Pretty Little Wife(40)
“But we have video from the neighborhood, and there’s no sign of Lila’s car going in or out. All we have is Aaron’s car leaving, hours before his usual time, driving to school, and vanishing.”
“So what does that mean?”
“We need a deeper look around Lila’s house.”
JARED WASN’T AT home. Lila had called, and he told her to let herself in. He’d given her the code for emergencies years ago and to help out when people came to do work in and around the house. A few weeks ago she was there to make sure the guys cutting down a dying tree didn’t crash it into the house.
His willingness to give her open access to his most private space was exactly what she wanted, but taking advantage felt wrong. She knew Jared wasn’t hiding Aaron, but maybe Aaron had stashed something here, where it would be out of her reach.
She typed in the security code on the number pad and opened Jared’s back door. While Aaron had insisted on owning a big, fancy house, Jared didn’t. His needs were more understated.
If he was trying for a swanky modern bachelor pad, he’d missed by a mile, but the place was very him. A gray midcentury modern one-story house on a hill. Surrounded by trees and very few neighbors, it had a carport, a small stone patio in the back, and a distant view of Cayuga Lake out the front.
The furniture inside matched the outside aesthetic. Simple with clean lines. A little sparse and impersonal for her taste, but the décor fit Jared. He’d picked out every piece himself and declared the place his refuge. It also had a separate building on the other side of the carport that the previous owner had used as an art studio. Jared used it as a home office.
She walked past the kitchen and down the hall to the extra bedroom. Aaron slept here for a short time after the fight that started all of this. If he hid something this might be where. But the furniture in the room consisted of a bed, a chair, and a dresser. The search took all of five minutes. She even stomped on floorboards and looked under the mattress, thinking those might be places Aaron thought Jared wouldn’t look.
Anxiety bubbled up inside of her as soon as she finished digging. She could hold the churning sensation off for long periods of time and get through the day, but another night without knowing where Aaron was or what game he was playing pushed on her reserves. Every time the sun went down, her nerves unraveled. The only thing that saved her was having Tobias in the house.
She peeked through the curtains. Her gaze bounced around before landing on the studio office. If she were Aaron, she’d hide whatever he needed hidden in the one place he knew she viewed as off-limits—Jared’s private space.
She bit on her bottom lip as the urge to peek built inside her. Without thinking, she shot down the hall and out the side door in the kitchen. A few minutes later, she stood at the entrance to the office and engaged in an internal debate over whether it was okay to invade her brother-in-law’s privacy. Her patience snapped, and she typed in the code, surprised when it worked here, too, and the lock clicked open.
She stood there, taking her time looking inside the open room. She had no idea what made her so hesitant to breach this one last space. It wasn’t as if she’d been playing nice and following the unspoken rules in the weeks since she’d found Aaron’s secret cell phone. But this was Jared, and he wasn’t her target.
“Screw it.” She forced her legs to move.
Once inside, a new sense of dread filled her. The drumbeat of her heart in her ears muffled all other sounds. She felt achy and a little nauseated. A voice in her head screamed at her to turn back. Blocking it proved impossible, so she tried to ignore it, letting it morph into a steady beat in her head.

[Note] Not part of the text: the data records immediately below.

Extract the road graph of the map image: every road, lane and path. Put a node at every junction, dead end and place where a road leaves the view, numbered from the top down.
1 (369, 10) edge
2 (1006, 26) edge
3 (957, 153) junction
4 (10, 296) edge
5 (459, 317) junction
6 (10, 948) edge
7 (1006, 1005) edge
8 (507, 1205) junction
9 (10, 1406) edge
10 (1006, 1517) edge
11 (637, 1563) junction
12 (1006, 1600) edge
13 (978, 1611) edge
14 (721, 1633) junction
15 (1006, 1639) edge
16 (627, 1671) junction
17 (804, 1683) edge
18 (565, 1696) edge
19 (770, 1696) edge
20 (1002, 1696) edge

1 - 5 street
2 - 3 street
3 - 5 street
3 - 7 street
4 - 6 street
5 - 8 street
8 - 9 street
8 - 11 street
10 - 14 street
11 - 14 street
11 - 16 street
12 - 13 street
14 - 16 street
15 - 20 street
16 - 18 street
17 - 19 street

The desk chair creaked as she sat down. She tried not to notice the shake in her hands as she opened one desk drawer after another and rifled through the contents. The task didn’t take long. Jared had everything organized. A place for every paper clip and pen. Labeled bins and files. The only thing without their own bin or drawer were a few stray coins. He had a jar of coins across the room on top of a cabinet. She thought about combining the ones in the desk with them, then decided she shouldn’t move anything.

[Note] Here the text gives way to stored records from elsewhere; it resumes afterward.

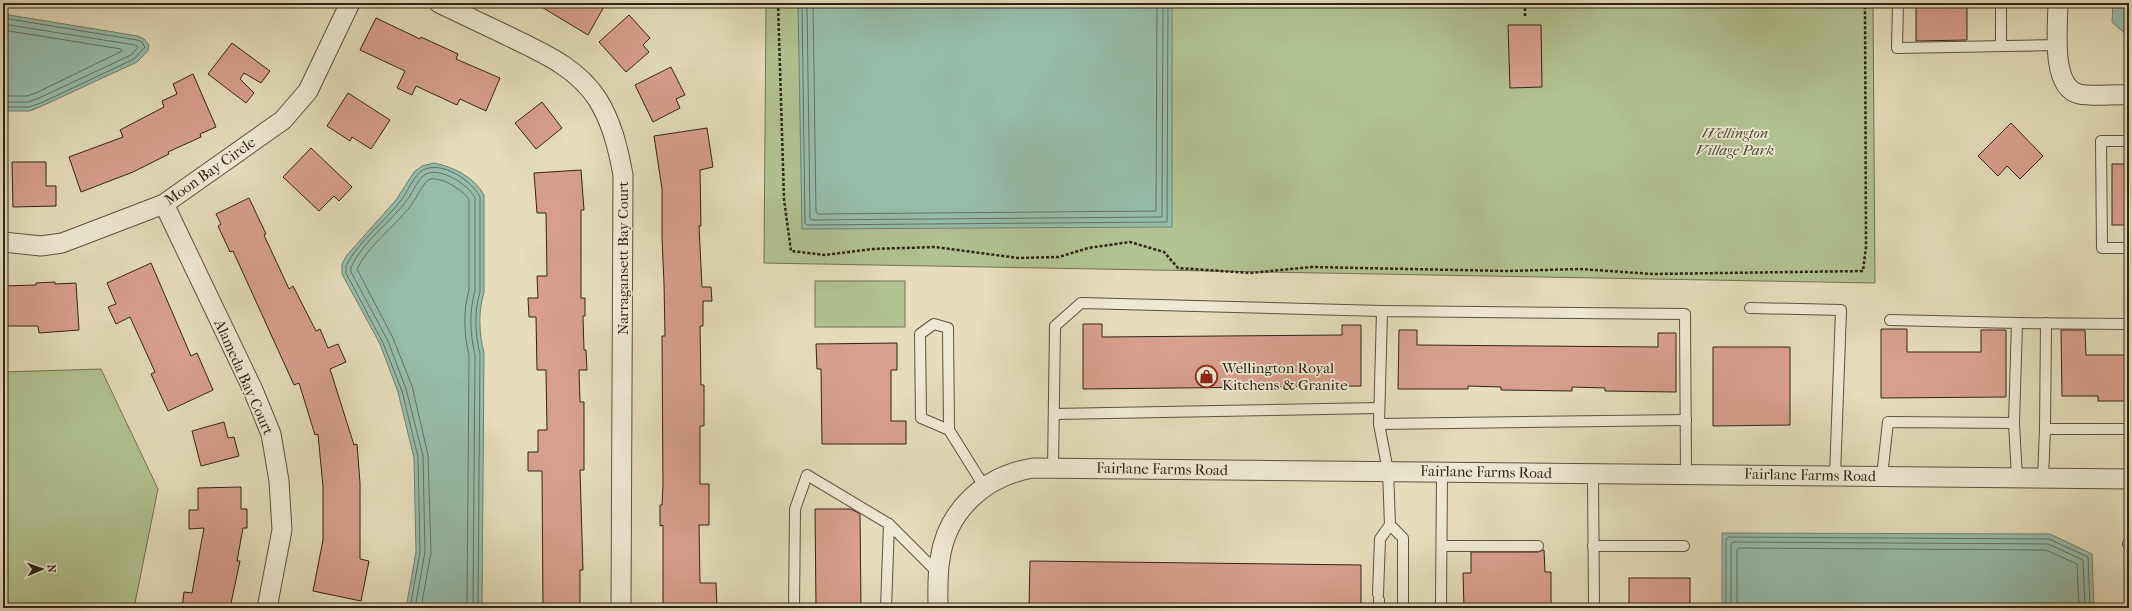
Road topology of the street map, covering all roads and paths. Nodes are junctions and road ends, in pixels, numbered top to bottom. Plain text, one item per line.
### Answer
1 (350, 3) edge
2 (439, 3) edge
3 (778, 3) edge
4 (1525, 3) edge
5 (1866, 3) edge
6 (1898, 3) edge
7 (2001, 3) edge
8 (2058, 3) edge
9 (1525, 16) dead end
10 (2058, 45) junction
11 (2000, 46) junction
12 (2129, 94) edge
13 (2129, 141) edge
14 (164, 204) junction
15 (3, 242) edge
16 (2129, 248) edge
17 (1750, 308) dead end
18 (1382, 311) junction
19 (1890, 320) dead end
20 (2017, 323) junction
21 (2046, 323) junction
22 (2129, 324) edge
23 (1379, 408) junction
24 (1054, 414) junction
25 (1686, 420) junction
26 (2014, 423) junction
27 (1379, 424) junction
28 (2045, 429) junction
29 (2129, 429) edge
30 (949, 430) junction
31 (1053, 468) junction
32 (1388, 471) junction
33 (1442, 471) junction
34 (1593, 473) junction
35 (1686, 474) junction
36 (1835, 476) junction
37 (1882, 476) junction
38 (2017, 478) junction
39 (2043, 478) junction
40 (2129, 479) edge
41 (984, 486) junction
42 (889, 524) junction
43 (1390, 525) junction
44 (1442, 546) junction
45 (1538, 546) dead end
46 (1593, 546) junction
47 (1684, 546) dead end
48 (938, 573) junction
49 (1379, 601) edge
50 (267, 608) edge
51 (621, 608) edge
52 (794, 608) edge
53 (886, 608) edge
54 (938, 608) edge
55 (1403, 608) edge
56 (1441, 608) edge
57 (1594, 608) edge

1 - 14 street, Moon Bay Circle
2 - 51 street, Narragansett Bay Court
3 - 5 path
4 - 9 path
6 - 11 lane
7 - 11 lane
8 - 10 street
10 - 11 lane
10 - 12 street
13 - 16 lane
14 - 15 street, Moon Bay Circle
14 - 50 street, Alameda Bay Court
17 - 36 lane
18 - 23 lane
18 - 24 lane
18 - 25 lane
19 - 20 lane
20 - 21 lane
20 - 26 lane
21 - 22 lane
21 - 28 lane
23 - 24 lane
23 - 27 lane
24 - 31 lane
25 - 27 lane
25 - 35 lane
26 - 37 lane
26 - 38 lane
27 - 32 lane
28 - 29 lane
28 - 39 lane
30 - 30 lane
30 - 41 lane
31 - 32 street, Fairlane Farms Road
31 - 41 street, Fairlane Farms Road
32 - 33 street, Fairlane Farms Road
32 - 43 lane
33 - 34 street, Fairlane Farms Road
33 - 44 lane
34 - 35 street, Fairlane Farms Road
34 - 46 lane
35 - 36 street, Fairlane Farms Road
36 - 37 street, Fairlane Farms Road
37 - 38 street, Fairlane Farms Road
38 - 39 street, Fairlane Farms Road
39 - 40 street, Fairlane Farms Road
41 - 48 street, Fairlane Farms Road
42 - 48 lane
42 - 52 lane
42 - 53 lane
43 - 49 lane
43 - 55 lane
44 - 45 lane
44 - 56 lane
46 - 47 lane
46 - 57 lane
48 - 54 street, Fairlane Farms Road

She scanned the bookshelves and sighed at the file cabinets, unwilling to go through every bit of paper. Chalking this up to a bad idea, she shifted to stand and kicked something. Shoving back in the chair, she looked down and saw a small fireproof lockbox—the kind she had at home and used for things like passports and important papers.

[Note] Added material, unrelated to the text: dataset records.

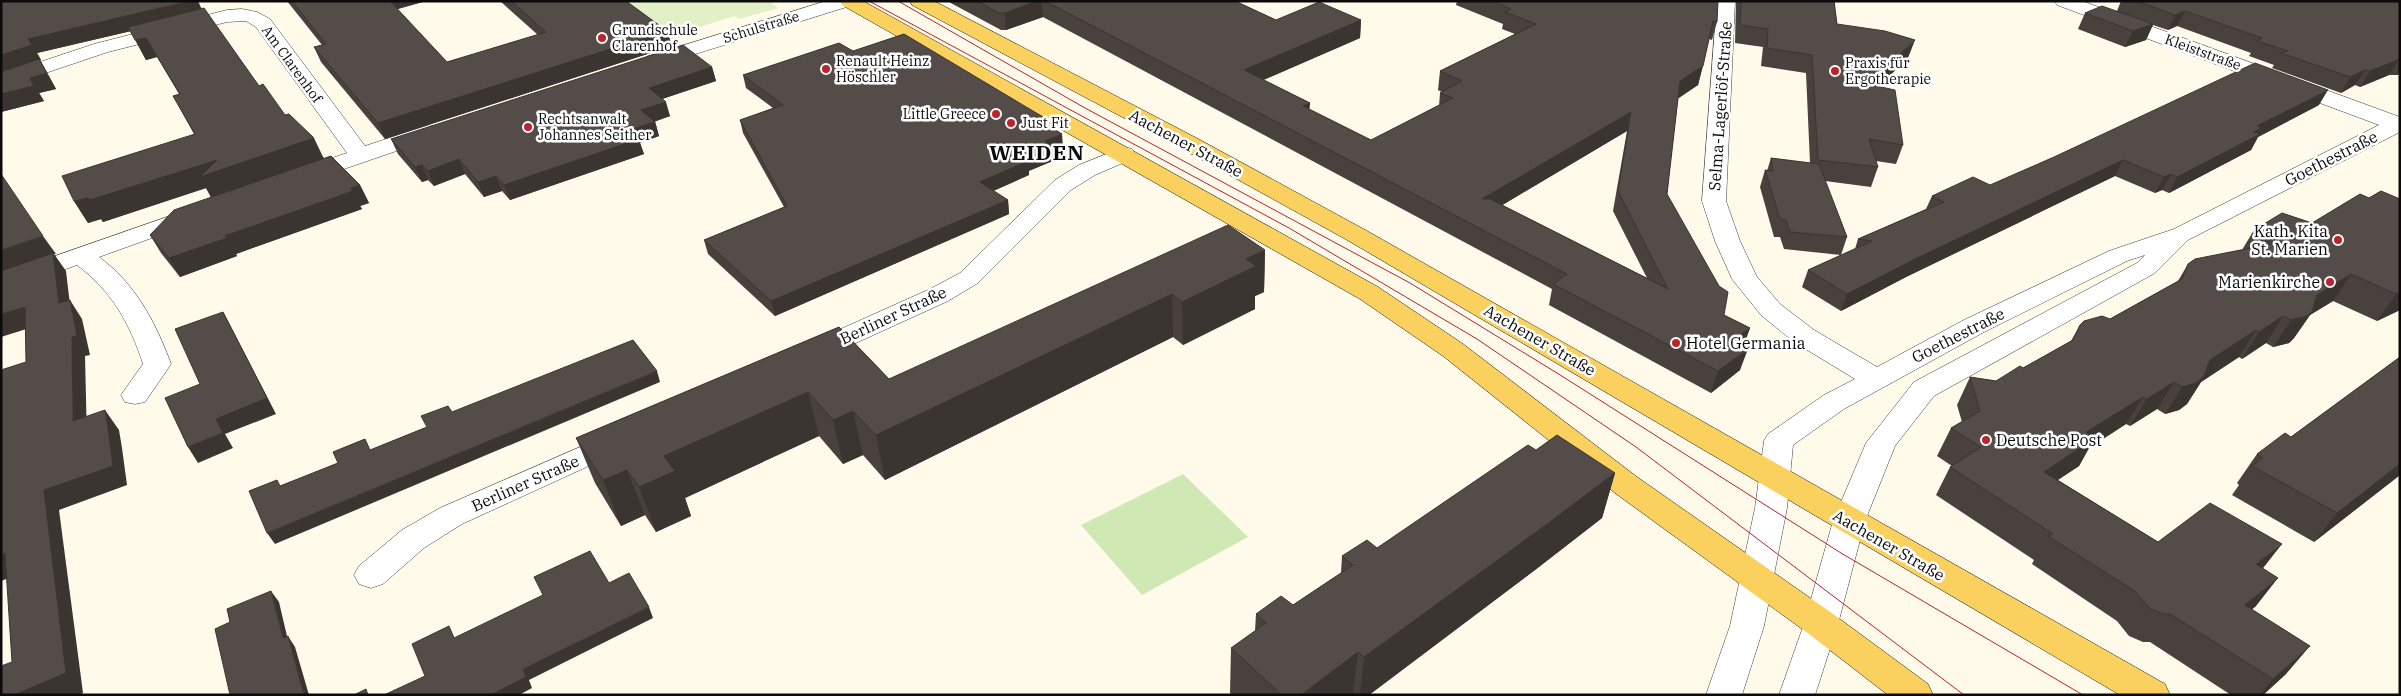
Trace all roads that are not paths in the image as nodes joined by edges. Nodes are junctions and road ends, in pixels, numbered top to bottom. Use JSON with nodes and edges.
{"nodes":[{"id":1,"x":848,"y":1,"type":"edge"},
{"id":2,"x":919,"y":1,"type":"edge"},
{"id":3,"x":2064,"y":1,"type":"edge"},
{"id":4,"x":1720,"y":3,"type":"edge"},
{"id":5,"x":630,"y":68,"type":"edge"},
{"id":6,"x":1,"y":82,"type":"edge"},
{"id":7,"x":444,"y":127,"type":"edge"},
{"id":8,"x":2395,"y":130,"type":"edge"},
{"id":9,"x":1124,"y":154,"type":"junction"},
{"id":10,"x":360,"y":155,"type":"junction"},
{"id":11,"x":285,"y":182,"type":"edge"},
{"id":12,"x":210,"y":209,"type":"edge"},
{"id":13,"x":2183,"y":234,"type":"junction"},
{"id":14,"x":80,"y":255,"type":"junction"},
{"id":15,"x":1,"y":284,"type":"edge"},
{"id":16,"x":788,"y":364,"type":"edge"},
{"id":17,"x":1875,"y":378,"type":"junction"},
{"id":18,"x":135,"y":395,"type":"dead end"},
{"id":19,"x":645,"y":428,"type":"edge"},
{"id":20,"x":1775,"y":478,"type":"junction"},
{"id":21,"x":1849,"y":521,"type":"junction"},
{"id":22,"x":371,"y":575,"type":"dead end"},
{"id":23,"x":1756,"y":578,"type":"junction"},
{"id":24,"x":1821,"y":624,"type":"junction"},
{"id":25,"x":1724,"y":695,"type":"edge"},
{"id":26,"x":1797,"y":695,"type":"edge"},
{"id":27,"x":1915,"y":695,"type":"edge"},
{"id":28,"x":2152,"y":695,"type":"edge"}],
"edges":[{"from":1,"to":5,"type":"street","name":"Schulstraße"},
{"from":1,"to":9,"type":"main road"},
{"from":2,"to":20,"type":"main road","name":"Aachener Straße"},
{"from":3,"to":8,"type":"street","name":"Kleiststraße"},
{"from":4,"to":17,"type":"street","name":"Selma-Lagerlöf-Straße"},
{"from":6,"to":10,"type":"street","name":"Am Clarenhof"},
{"from":7,"to":10,"type":"street"},
{"from":8,"to":13,"type":"street","name":"Goethestraße"},
{"from":9,"to":16,"type":"street","name":"Berliner Straße"},
{"from":9,"to":23,"type":"main road"},
{"from":10,"to":11,"type":"street"},
{"from":12,"to":14,"type":"street"},
{"from":13,"to":17,"type":"street","name":"Goethestraße"},
{"from":13,"to":21,"type":"street","name":"Goethestraße"},
{"from":14,"to":15,"type":"street"},
{"from":14,"to":18,"type":"street"},
{"from":17,"to":20,"type":"street","name":"Goethestraße"},
{"from":19,"to":22,"type":"street","name":"Berliner Straße"},
{"from":20,"to":21,"type":"main road","name":"Aachener Straße"},
{"from":20,"to":23,"type":"street"},
{"from":21,"to":24,"type":"street","name":"Goethestraße"},
{"from":21,"to":28,"type":"main road","name":"Aachener Straße"},
{"from":23,"to":24,"type":"main road"},
{"from":23,"to":25,"type":"street"},
{"from":24,"to":26,"type":"street","name":"Goethestraße"},
{"from":24,"to":27,"type":"main road"}]}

Jared had a built-in safe in the closet. She knew because he told her that’s where she should look if anything ever happened to him. So . . . this? She scooted back and reached for the handle. She maneuvered the heavy box to the desktop just as she saw a flash as a car turned into the driveaway.
“Come on. Come on.” She begged the box to open, but it was locked. She rummaged through the top desk drawer but didn’t see a small key.
Jared’s car eased to a stop, and he turned away from the house, reaching into the back seat for something.
She had only seconds. She grabbed a paper clip and unbent it.
Jared’s car door shut.
Right as she put the end of the open clip into the lock and started wiggling it around, a wave of guilt hit her. Her hand dropped to the desk. “What the hell am I doing?”
She stood up and quickly sat back down again, debating what to do next. After she dumped the box on the floor, she slammed the desk drawer shut. She was up and out of the chair as Jared passed by the carport, heading for the front door.